WHY DO WE NEED BIG DATA?
The nominal answer to why we need Big Data would be a rather perfunctory “because it exists.” Data that exists in such huge quantities becomes more and more necessary as our world becomes more and more digitally-dependent. Nevertheless, a better question might be: “Why does Big Data matter?”
For starters, the amount of Big Data is huge. Terabytes and gigabytes of data are thrown out by some commentators.[4] Others use petabytes and exabytes.[5] Still others prefer zettabytes.[6] To put this into perspective, a gigabyte is 1,000,000,000 bytes; a terabyte is 1,000,000,000,000 bytes. A petabyte is 1,000,000,000,000,000; an exabyte is 1,000,000,000,000,000,000. And, a zettabyte is 1,000,000,000,000,000,000,000 bytes. These are staggering numbers, with the amount of data growing each year.
Management of this data tsunami is important on a number of different planes. First, there is the wealth generation, and the corollary expense reduction, aspect of Big Data. Companies that are able to manage the large influx of data will be able to grow exponentially.[7] For example, through better and more efficient use of Big Data in its industry, healthcare companies could realize an annual $300 billion value, mostly as reductions in health-related costs.[8] Other private sector firms could increase profit margins by as much as 60 percent by analyzing Big Data for customer uses or preferences data that passes through their day-to-day operations.

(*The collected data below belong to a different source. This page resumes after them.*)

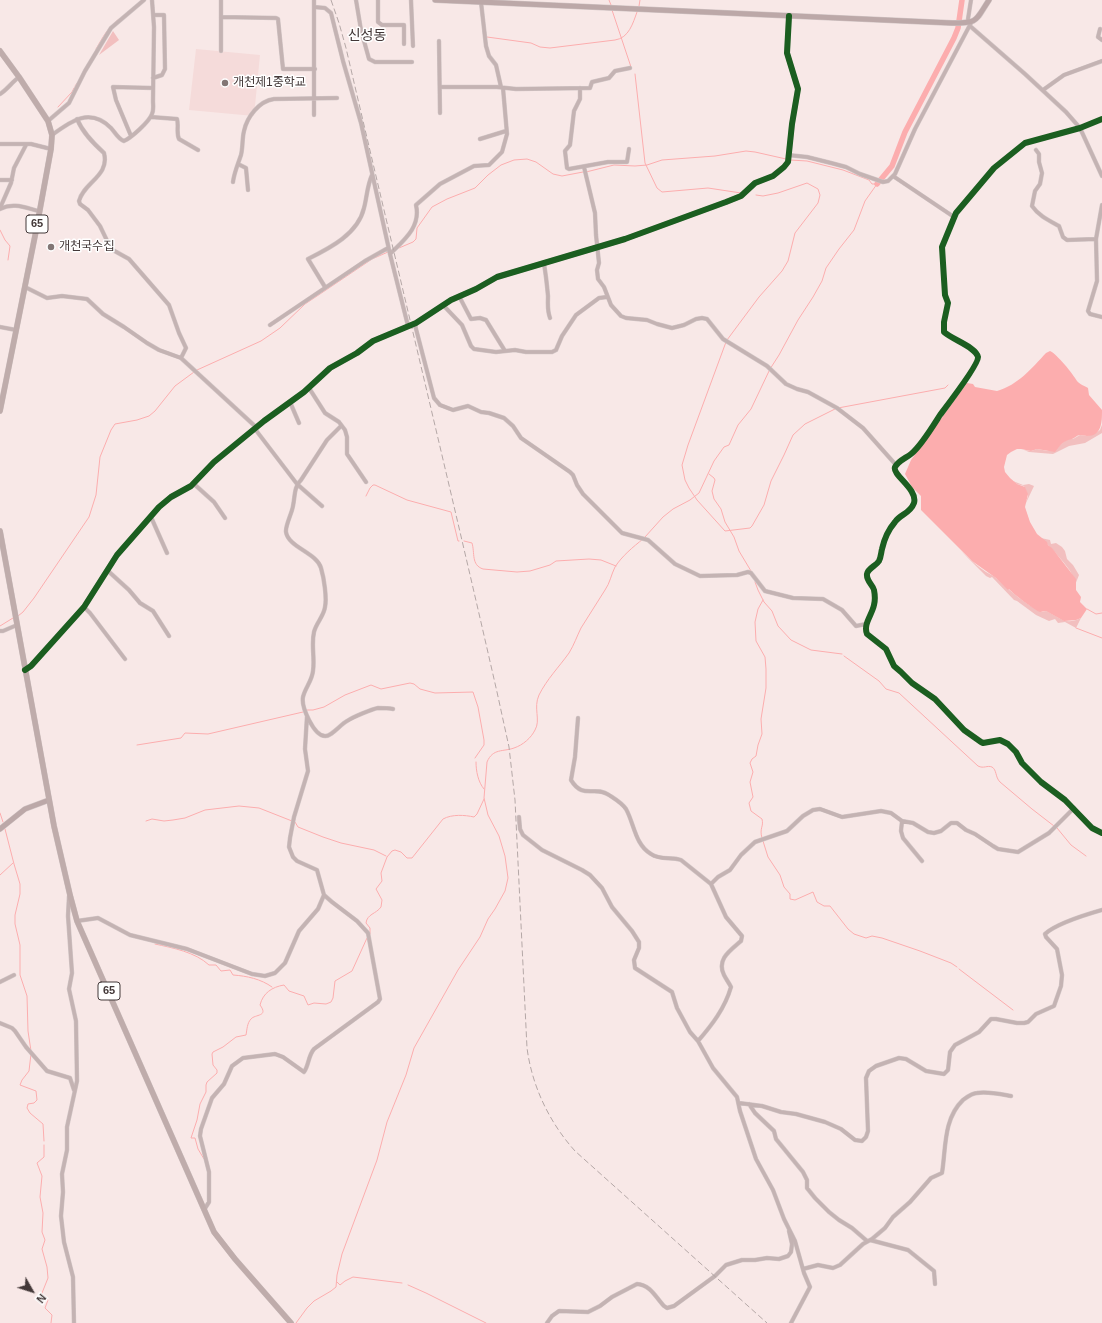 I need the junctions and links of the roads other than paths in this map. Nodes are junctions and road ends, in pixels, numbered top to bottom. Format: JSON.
{"nodes":[{"id":1,"x":144,"y":0,"type":"edge"},
{"id":2,"x":152,"y":0,"type":"edge"},
{"id":3,"x":221,"y":0,"type":"edge"},
{"id":4,"x":314,"y":0,"type":"edge"},
{"id":5,"x":356,"y":0,"type":"edge"},
{"id":6,"x":378,"y":0,"type":"edge"},
{"id":7,"x":411,"y":0,"type":"edge"},
{"id":8,"x":436,"y":0,"type":"edge"},
{"id":9,"x":971,"y":0,"type":"edge"},
{"id":10,"x":989,"y":0,"type":"edge"},
{"id":11,"x":482,"y":2,"type":"junction"},
{"id":12,"x":314,"y":7,"type":"junction"},
{"id":13,"x":153,"y":15,"type":"junction"},
{"id":14,"x":789,"y":16,"type":"junction"},
{"id":15,"x":221,"y":17,"type":"junction"},
{"id":16,"x":969,"y":24,"type":"junction"},
{"id":17,"x":1100,"y":29,"type":"dead end"},
{"id":18,"x":1102,"y":40,"type":"edge"},
{"id":19,"x":439,"y":41,"type":"dead end"},
{"id":20,"x":404,"y":44,"type":"dead end"},
{"id":21,"x":413,"y":46,"type":"dead end"},
{"id":22,"x":0,"y":51,"type":"edge"},
{"id":23,"x":221,"y":51,"type":"dead end"},
{"id":24,"x":1102,"y":61,"type":"edge"},
{"id":25,"x":412,"y":62,"type":"dead end"},
{"id":26,"x":630,"y":68,"type":"dead end"},
{"id":27,"x":314,"y":69,"type":"junction"},
{"id":28,"x":19,"y":77,"type":"junction"},
{"id":29,"x":153,"y":78,"type":"junction"},
{"id":30,"x":440,"y":87,"type":"junction"},
{"id":31,"x":153,"y":88,"type":"junction"},
{"id":32,"x":502,"y":88,"type":"junction"},
{"id":33,"x":580,"y":88,"type":"junction"},
{"id":34,"x":1043,"y":90,"type":"junction"},
{"id":35,"x":0,"y":94,"type":"edge"},
{"id":36,"x":315,"y":98,"type":"junction"},
{"id":37,"x":337,"y":98,"type":"dead end"},
{"id":38,"x":440,"y":113,"type":"dead end"},
{"id":39,"x":314,"y":115,"type":"dead end"},
{"id":40,"x":151,"y":117,"type":"junction"},
{"id":41,"x":77,"y":119,"type":"junction"},
{"id":42,"x":1102,"y":119,"type":"edge"},
{"id":43,"x":48,"y":121,"type":"junction"},
{"id":44,"x":1080,"y":128,"type":"junction"},
{"id":45,"x":506,"y":131,"type":"junction"},
{"id":46,"x":52,"y":135,"type":"junction"},
{"id":47,"x":131,"y":136,"type":"junction"},
{"id":48,"x":480,"y":139,"type":"dead end"},
{"id":49,"x":0,"y":144,"type":"edge"},
{"id":50,"x":26,"y":145,"type":"junction"},
{"id":51,"x":51,"y":149,"type":"junction"},
{"id":52,"x":629,"y":149,"type":"dead end"},
{"id":53,"x":198,"y":150,"type":"dead end"},
{"id":54,"x":1036,"y":150,"type":"dead end"},
{"id":55,"x":788,"y":155,"type":"junction"},
{"id":56,"x":238,"y":164,"type":"junction"},
{"id":57,"x":584,"y":167,"type":"junction"},
{"id":58,"x":372,"y":174,"type":"junction"},
{"id":59,"x":893,"y":176,"type":"junction"},
{"id":60,"x":1102,"y":176,"type":"edge"},
{"id":61,"x":0,"y":180,"type":"edge"},
{"id":62,"x":12,"y":180,"type":"junction"},
{"id":63,"x":233,"y":182,"type":"dead end"},
{"id":64,"x":248,"y":190,"type":"dead end"},
{"id":65,"x":1102,"y":205,"type":"edge"},
{"id":66,"x":0,"y":209,"type":"edge"},
{"id":67,"x":39,"y":211,"type":"junction"},
{"id":68,"x":954,"y":217,"type":"junction"},
{"id":69,"x":1096,"y":239,"type":"junction"},
{"id":70,"x":388,"y":248,"type":"junction"},
{"id":71,"x":598,"y":248,"type":"junction"},
{"id":72,"x":390,"y":254,"type":"junction"},
{"id":73,"x":544,"y":264,"type":"junction"},
{"id":74,"x":325,"y":286,"type":"junction"},
{"id":75,"x":25,"y":287,"type":"junction"},
{"id":76,"x":459,"y":296,"type":"junction"},
{"id":77,"x":607,"y":297,"type":"junction"},
{"id":78,"x":443,"y":305,"type":"junction"},
{"id":79,"x":1102,"y":317,"type":"edge"},
{"id":80,"x":550,"y":318,"type":"dead end"},
{"id":81,"x":416,"y":323,"type":"junction"},
{"id":82,"x":270,"y":325,"type":"dead end"},
{"id":83,"x":408,"y":326,"type":"junction"},
{"id":84,"x":0,"y":327,"type":"edge"},
{"id":85,"x":16,"y":330,"type":"junction"},
{"id":86,"x":505,"y":351,"type":"junction"},
{"id":87,"x":181,"y":358,"type":"junction"},
{"id":88,"x":2,"y":388,"type":"edge"},
{"id":89,"x":308,"y":388,"type":"junction"},
{"id":90,"x":290,"y":402,"type":"junction"},
{"id":91,"x":0,"y":409,"type":"edge"},
{"id":92,"x":299,"y":423,"type":"dead end"},
{"id":93,"x":341,"y":426,"type":"junction"},
{"id":94,"x":256,"y":428,"type":"junction"},
{"id":95,"x":896,"y":465,"type":"junction"},
{"id":96,"x":366,"y":482,"type":"dead end"},
{"id":97,"x":194,"y":484,"type":"junction"},
{"id":98,"x":297,"y":484,"type":"junction"},
{"id":99,"x":322,"y":506,"type":"dead end"},
{"id":100,"x":151,"y":517,"type":"junction"},
{"id":101,"x":225,"y":518,"type":"dead end"},
{"id":102,"x":0,"y":531,"type":"edge"},
{"id":103,"x":167,"y":553,"type":"dead end"},
{"id":104,"x":107,"y":570,"type":"junction"},
{"id":105,"x":84,"y":606,"type":"junction"},
{"id":106,"x":17,"y":623,"type":"junction"},
{"id":107,"x":866,"y":624,"type":"junction"},
{"id":108,"x":0,"y":631,"type":"edge"},
{"id":109,"x":169,"y":636,"type":"dead end"},
{"id":110,"x":125,"y":659,"type":"dead end"},
{"id":111,"x":25,"y":670,"type":"junction"},
{"id":112,"x":393,"y":709,"type":"dead end"},
{"id":113,"x":307,"y":716,"type":"junction"},
{"id":114,"x":578,"y":718,"type":"dead end"},
{"id":115,"x":49,"y":800,"type":"junction"},
{"id":116,"x":1074,"y":808,"type":"junction"},
{"id":117,"x":519,"y":817,"type":"dead end"},
{"id":118,"x":902,"y":821,"type":"junction"},
{"id":119,"x":0,"y":829,"type":"edge"},
{"id":120,"x":1101,"y":832,"type":"edge"},
{"id":121,"x":922,"y":861,"type":"dead end"},
{"id":122,"x":711,"y":884,"type":"junction"},
{"id":123,"x":70,"y":895,"type":"junction"},
{"id":124,"x":324,"y":895,"type":"junction"},
{"id":125,"x":1102,"y":910,"type":"edge"},
{"id":126,"x":77,"y":921,"type":"junction"},
{"id":127,"x":14,"y":975,"type":"dead end"},
{"id":128,"x":0,"y":982,"type":"edge"},
{"id":129,"x":0,"y":1023,"type":"edge"},
{"id":130,"x":698,"y":1041,"type":"junction"},
{"id":131,"x":75,"y":1093,"type":"junction"},
{"id":132,"x":1011,"y":1096,"type":"dead end"},
{"id":133,"x":739,"y":1102,"type":"junction"},
{"id":134,"x":749,"y":1104,"type":"junction"},
{"id":135,"x":204,"y":1210,"type":"junction"},
{"id":136,"x":789,"y":1228,"type":"junction"},
{"id":137,"x":869,"y":1241,"type":"junction"},
{"id":138,"x":803,"y":1269,"type":"junction"},
{"id":139,"x":935,"y":1284,"type":"dead end"},
{"id":140,"x":74,"y":1323,"type":"edge"},
{"id":141,"x":291,"y":1323,"type":"edge"},
{"id":142,"x":547,"y":1323,"type":"edge"},
{"id":143,"x":791,"y":1323,"type":"edge"}],
"edges":[{"from":1,"to":43,"type":"street"},
{"from":2,"to":13,"type":"street"},
{"from":3,"to":15,"type":"street"},
{"from":4,"to":12,"type":"street"},
{"from":5,"to":25,"type":"street"},
{"from":6,"to":20,"type":"street"},
{"from":7,"to":21,"type":"street"},
{"from":8,"to":11,"type":"main road"},
{"from":9,"to":16,"type":"street"},
{"from":10,"to":16,"type":"main road"},
{"from":11,"to":14,"type":"main road"},
{"from":11,"to":32,"type":"street"},
{"from":12,"to":27,"type":"street"},
{"from":12,"to":58,"type":"street"},
{"from":13,"to":29,"type":"street"},
{"from":13,"to":29,"type":"street"},
{"from":14,"to":16,"type":"main road"},
{"from":14,"to":55,"type":"street"},
{"from":15,"to":23,"type":"street"},
{"from":15,"to":27,"type":"street"},
{"from":16,"to":34,"type":"street"},
{"from":16,"to":59,"type":"street"},
{"from":17,"to":18,"type":"street"},
{"from":19,"to":30,"type":"street"},
{"from":22,"to":28,"type":"main road","number":"65"},
{"from":24,"to":34,"type":"street"},
{"from":26,"to":33,"type":"street"},
{"from":27,"to":36,"type":"street"},
{"from":28,"to":35,"type":"street"},
{"from":28,"to":43,"type":"main road","number":"65"},
{"from":29,"to":31,"type":"street"},
{"from":30,"to":32,"type":"street"},
{"from":30,"to":38,"type":"street"},
{"from":31,"to":40,"type":"street"},
{"from":31,"to":47,"type":"street"},
{"from":32,"to":33,"type":"street"},
{"from":32,"to":45,"type":"street"},
{"from":33,"to":57,"type":"street"},
{"from":34,"to":44,"type":"street"},
{"from":36,"to":37,"type":"street"},
{"from":36,"to":39,"type":"street"},
{"from":36,"to":56,"type":"street"},
{"from":40,"to":47,"type":"street"},
{"from":40,"to":53,"type":"street"},
{"from":41,"to":46,"type":"street"},
{"from":41,"to":47,"type":"street"},
{"from":41,"to":87,"type":"street"},
{"from":42,"to":44,"type":"street"},
{"from":43,"to":46,"type":"main road","number":"65"},
{"from":44,"to":60,"type":"street"},
{"from":44,"to":68,"type":"street"},
{"from":45,"to":48,"type":"street"},
{"from":45,"to":72,"type":"street"},
{"from":46,"to":51,"type":"main road","number":"65"},
{"from":49,"to":50,"type":"street"},
{"from":50,"to":51,"type":"street"},
{"from":50,"to":62,"type":"street"},
{"from":51,"to":67,"type":"main road","number":"65"},
{"from":52,"to":57,"type":"street"},
{"from":54,"to":69,"type":"street"},
{"from":55,"to":59,"type":"street"},
{"from":55,"to":71,"type":"street"},
{"from":56,"to":63,"type":"street"},
{"from":56,"to":64,"type":"street"},
{"from":57,"to":71,"type":"street"},
{"from":58,"to":70,"type":"street"},
{"from":58,"to":74,"type":"street"},
{"from":59,"to":68,"type":"street"},
{"from":61,"to":62,"type":"street"},
{"from":62,"to":66,"type":"street"},
{"from":65,"to":69,"type":"street"},
{"from":66,"to":67,"type":"street"},
{"from":67,"to":75,"type":"main road","number":"65"},
{"from":68,"to":95,"type":"street"},
{"from":69,"to":79,"type":"street"},
{"from":70,"to":72,"type":"street"},
{"from":70,"to":74,"type":"street"},
{"from":71,"to":73,"type":"street"},
{"from":71,"to":77,"type":"street"},
{"from":72,"to":83,"type":"street"},
{"from":73,"to":76,"type":"street"},
{"from":73,"to":80,"type":"street"},
{"from":74,"to":82,"type":"street"},
{"from":75,"to":85,"type":"main road","number":"65"},
{"from":75,"to":87,"type":"street"},
{"from":76,"to":78,"type":"street"},
{"from":76,"to":86,"type":"street"},
{"from":77,"to":86,"type":"street"},
{"from":77,"to":95,"type":"street"},
{"from":78,"to":81,"type":"street"},
{"from":78,"to":86,"type":"street"},
{"from":81,"to":83,"type":"street"},
{"from":81,"to":107,"type":"street"},
{"from":83,"to":89,"type":"street"},
{"from":84,"to":85,"type":"street"},
{"from":85,"to":88,"type":"main road","number":"65"},
{"from":87,"to":94,"type":"street"},
{"from":88,"to":91,"type":"main road","number":"65"},
{"from":89,"to":90,"type":"street"},
{"from":89,"to":93,"type":"street"},
{"from":90,"to":92,"type":"street"},
{"from":90,"to":94,"type":"street"},
{"from":93,"to":96,"type":"street"},
{"from":93,"to":98,"type":"street"},
{"from":94,"to":97,"type":"street"},
{"from":94,"to":98,"type":"street"},
{"from":95,"to":107,"type":"street"},
{"from":97,"to":100,"type":"street"},
{"from":97,"to":101,"type":"street"},
{"from":98,"to":99,"type":"street"},
{"from":98,"to":113,"type":"street"},
{"from":100,"to":103,"type":"street"},
{"from":100,"to":104,"type":"street"},
{"from":102,"to":106,"type":"main road","number":"65"},
{"from":104,"to":105,"type":"street"},
{"from":104,"to":109,"type":"street"},
{"from":105,"to":110,"type":"street"},
{"from":105,"to":111,"type":"street"},
{"from":106,"to":108,"type":"street"},
{"from":106,"to":111,"type":"main road","number":"65"},
{"from":107,"to":116,"type":"street"},
{"from":111,"to":115,"type":"main road","number":"65"},
{"from":112,"to":113,"type":"street"},
{"from":113,"to":124,"type":"street"},
{"from":114,"to":122,"type":"street"},
{"from":115,"to":119,"type":"main road"},
{"from":115,"to":123,"type":"main road","number":"65"},
{"from":116,"to":118,"type":"street"},
{"from":116,"to":120,"type":"street"},
{"from":117,"to":130,"type":"street"},
{"from":118,"to":121,"type":"street"},
{"from":118,"to":122,"type":"street"},
{"from":122,"to":130,"type":"street"},
{"from":123,"to":126,"type":"main road","number":"65"},
{"from":123,"to":131,"type":"street"},
{"from":124,"to":126,"type":"street"},
{"from":124,"to":135,"type":"street"},
{"from":125,"to":134,"type":"street"},
{"from":126,"to":135,"type":"main road","number":"65"},
{"from":127,"to":128,"type":"street"},
{"from":129,"to":131,"type":"street"},
{"from":130,"to":133,"type":"street"},
{"from":131,"to":140,"type":"street"},
{"from":132,"to":137,"type":"street"},
{"from":133,"to":134,"type":"street"},
{"from":133,"to":136,"type":"street"},
{"from":134,"to":137,"type":"street"},
{"from":135,"to":141,"type":"main road","number":"65"},
{"from":136,"to":138,"type":"street"},
{"from":136,"to":142,"type":"street"},
{"from":137,"to":138,"type":"street"},
{"from":137,"to":139,"type":"street"},
{"from":138,"to":143,"type":"street"}]}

Additionally, public sector agencies (i.e., government) could realize billions of dollars in operational savings through better efficient data management.[9]
Another consideration is the job growth opportunities that will be developed as more companies become more aware to the needs of managing their own Big Data systems in-house.[10] By conservative estimate, the talent needed to analyze Big Data is estimated between 140,000 to 190,000 new positions in the next five years.[11] This statistic notes that it will take a number of years to properly educate and train this vast number of new data scientists, and consequently, there could be a drought of experienced data professionals equipped to handle Big Data analytics.[12] This figure does not contemplate the 1.5 million support specialists and managers that will be needed to supplement the data scientists.[13]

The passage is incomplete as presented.